STATE of Missouri, Respondent,
v.
William Alonzo WASHINGTON, Appellant.
Missouri Court of Appeals, Kansas City District.
*840 Jeffrey O. Parshall, Knight & Ford, Columbia, for appellant.
John D. Ashcroft, Atty. Gen., Stanley H. Robinson, Asst. Atty. Gen., Jefferson City, for respondent.
Before SOMERVILLE, P. J., and DIXON and TURNAGE, JJ.
SOMERVILLE, Judge.
Defendant was charged with the crime of uttering a forged instrument with intent to defraud (Sec. 561.011, RSMo 1969), tried and convicted by a jury, and sentenced by the court (per the second offender act) to four years imprisonment.
The facts surrounding the offense are straightforward and uncomplicated. On August 20, 1976, defendant approached the "courtesy booth" in Nowell's Supermarket, Columbia, Missouri, and sought to cash a check purportedly drawn by Wendolyn R. Dixon and made payable to Keith Mathews. The store manager wаs manning the "courtesy booth" at the time and he asked defendant if he was Keith Mathews' and defendant replied that he was. As a matter *841 of fact, defendant presented Keith Mathews' driver's license (which turned out to have been stolen) to the store manager for identification purposes. The parodical nature of defendant's misrepresentations is revealed by the store manager's testimony that he knew the true Keith Matthews as he had previously been employed at Nowell's Supermarket. Suffice it to say, the store manager refused to cash the сheck.[1] The store manager than made an excuse to take the check to his private office. When he reached his private office he called the police but by the time they arrived defendant had left the premises. The store manager retained the chеck and driver's license which defendant had presented. Another store employee, who also knew the true Keith Mathews, was present in the "courtesy booth" when the previously mentioned events occurred. His testimony, so far as it went, accorded with that of the store manager. The store manager and the employee positively identified defendant on several occasions, the last time being during the course of the trial. Wendolyn R. Dixon and the true Keith Mathews both testified that their respective signatures did not appear on the check which defеndant presented and sought cash for.

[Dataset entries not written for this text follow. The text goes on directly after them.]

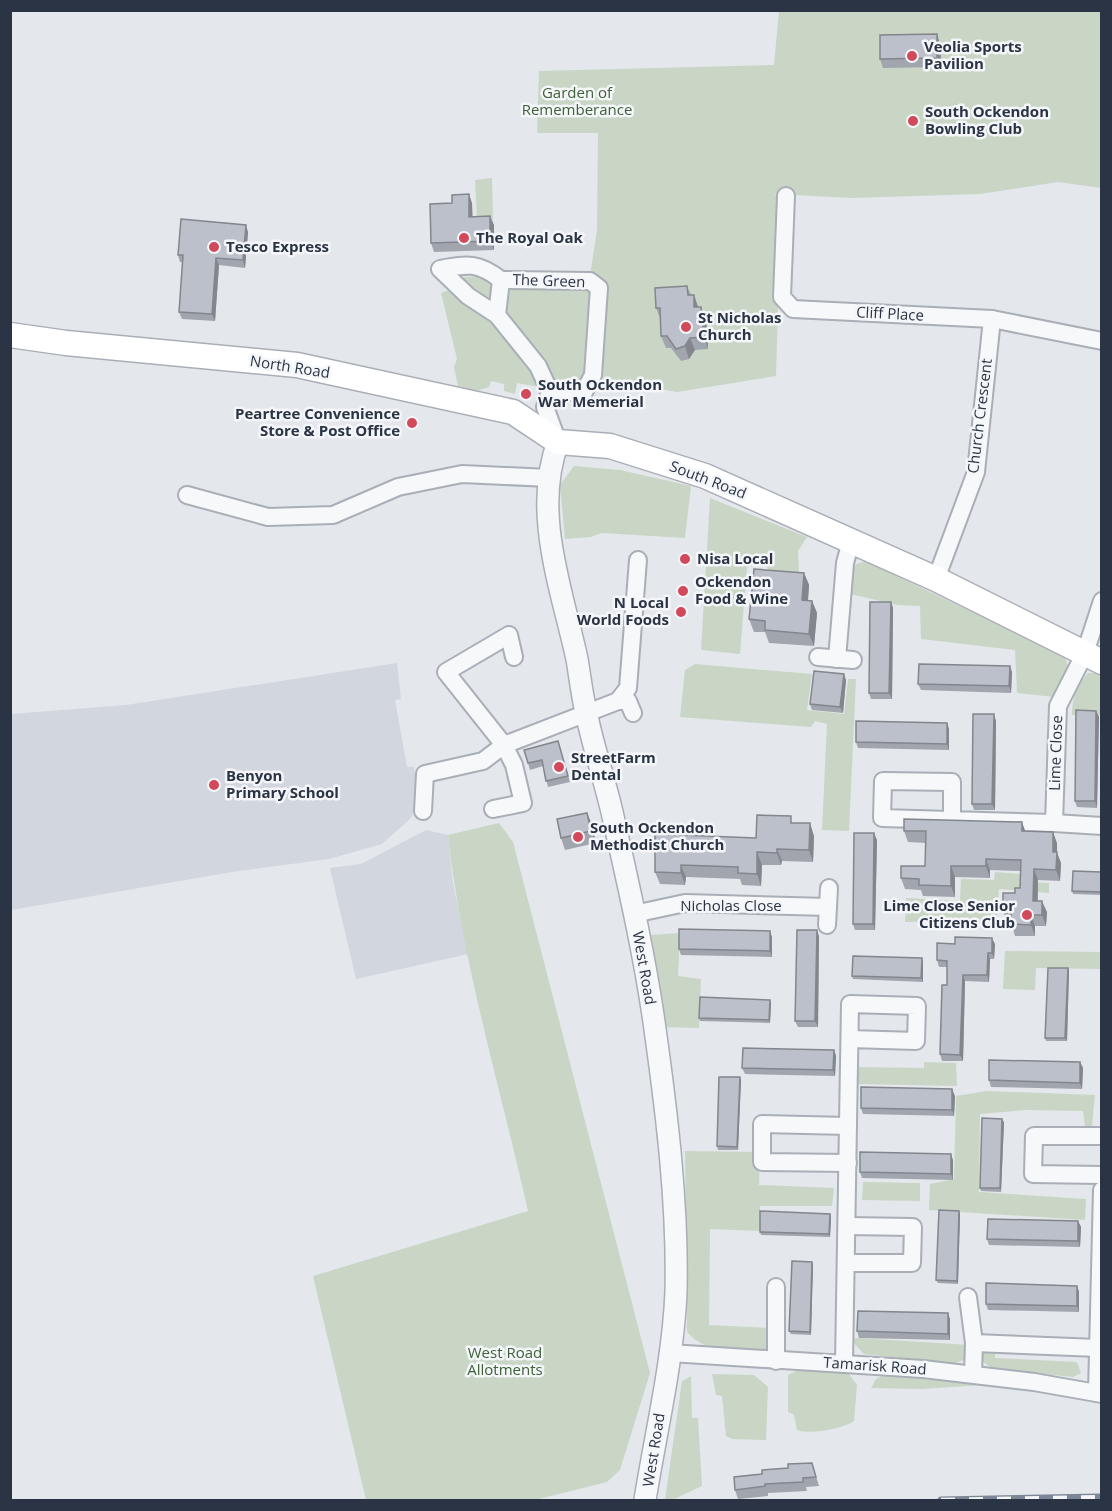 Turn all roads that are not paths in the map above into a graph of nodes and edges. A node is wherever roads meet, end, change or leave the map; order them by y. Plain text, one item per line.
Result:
1 (786, 196) dead end
2 (501, 280) junction
3 (497, 315) junction
4 (992, 319) junction
5 (10, 335) edge
6 (1101, 341) edge
7 (550, 392) junction
8 (558, 442) junction
9 (549, 478) junction
10 (187, 495) dead end
11 (851, 541) junction
12 (639, 560) dead end
13 (936, 579) junction
14 (1101, 601) edge
15 (514, 657) dead end
16 (819, 657) dead end
17 (1093, 657) edge
18 (618, 701) junction
19 (633, 713) dead end
20 (586, 714) junction
21 (504, 745) junction
22 (493, 809) dead end
23 (423, 811) dead end
24 (952, 819) junction
25 (1054, 823) junction
26 (1101, 826) edge
27 (829, 888) dead end
28 (828, 907) junction
29 (634, 914) junction
30 (827, 925) dead end
31 (850, 1039) dead end
32 (848, 1126) junction
33 (1101, 1136) edge
34 (848, 1163) junction
35 (1101, 1175) edge
36 (1101, 1190) edge
37 (847, 1226) junction
38 (1101, 1262) edge
39 (846, 1263) junction
40 (776, 1287) dead end
41 (968, 1297) dead end
42 (1100, 1304) edge
43 (974, 1342) junction
44 (1098, 1348) junction
45 (670, 1353) junction
46 (776, 1361) junction
47 (844, 1363) junction
48 (973, 1374) junction
49 (1100, 1394) edge
50 (646, 1498) edge

1 - 4 street, Cliff Place
2 - 3 street, The Green
2 - 3 street, The Green
2 - 7 street, The Green
3 - 7 street, The Green
4 - 6 street, Cliff Place
4 - 13 street, Church Crescent
5 - 8 main road, North Road
7 - 8 street, The Green
8 - 9 street, West Road
8 - 11 main road, South Road
9 - 10 street
9 - 20 street, West Road
11 - 13 main road, South Road
11 - 16 street
12 - 18 street
13 - 17 main road, South Road
14 - 17 street, Lime Close
15 - 21 street
17 - 25 street, Lime Close
18 - 19 street
18 - 20 street
20 - 21 street
20 - 29 street, West Road
21 - 22 street
21 - 23 street
24 - 24 street
24 - 25 street
25 - 26 street
27 - 28 street
28 - 29 street, Nicholas Close
28 - 30 street
29 - 45 street, West Road
31 - 32 street
32 - 34 street
32 - 34 street
33 - 35 street
34 - 37 street
36 - 38 street
37 - 39 street
37 - 39 street
38 - 42 street
39 - 47 street
40 - 46 street
41 - 43 street
42 - 44 street
43 - 44 street
43 - 48 street
44 - 49 street
45 - 46 street, Tamarisk Road
45 - 50 street, West Road
46 - 47 street, Tamarisk Road
47 - 48 street, Tamarisk Road
48 - 49 street, Tamarisk Road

Five points of error are presented by defendant: (1) error in denying his oral motion for a continuance predicated on the state's failure to comply with his request for discovery; (2) error in denying his request to dismiss counsel and obtain other counsel; (3) error in overruling his motion for judgment of acquittal at the close of the state's evidence because of its insufficiency to sustain a conviction for the charged offense; (4) error in giving Instruction No. 4 [MAI-CR 10.14(a)] because it failed to submit all the elements of the charged offense; аnd (5) error in refusing to grant him a new trial on the ground that the verdict was against the weight of the evidence.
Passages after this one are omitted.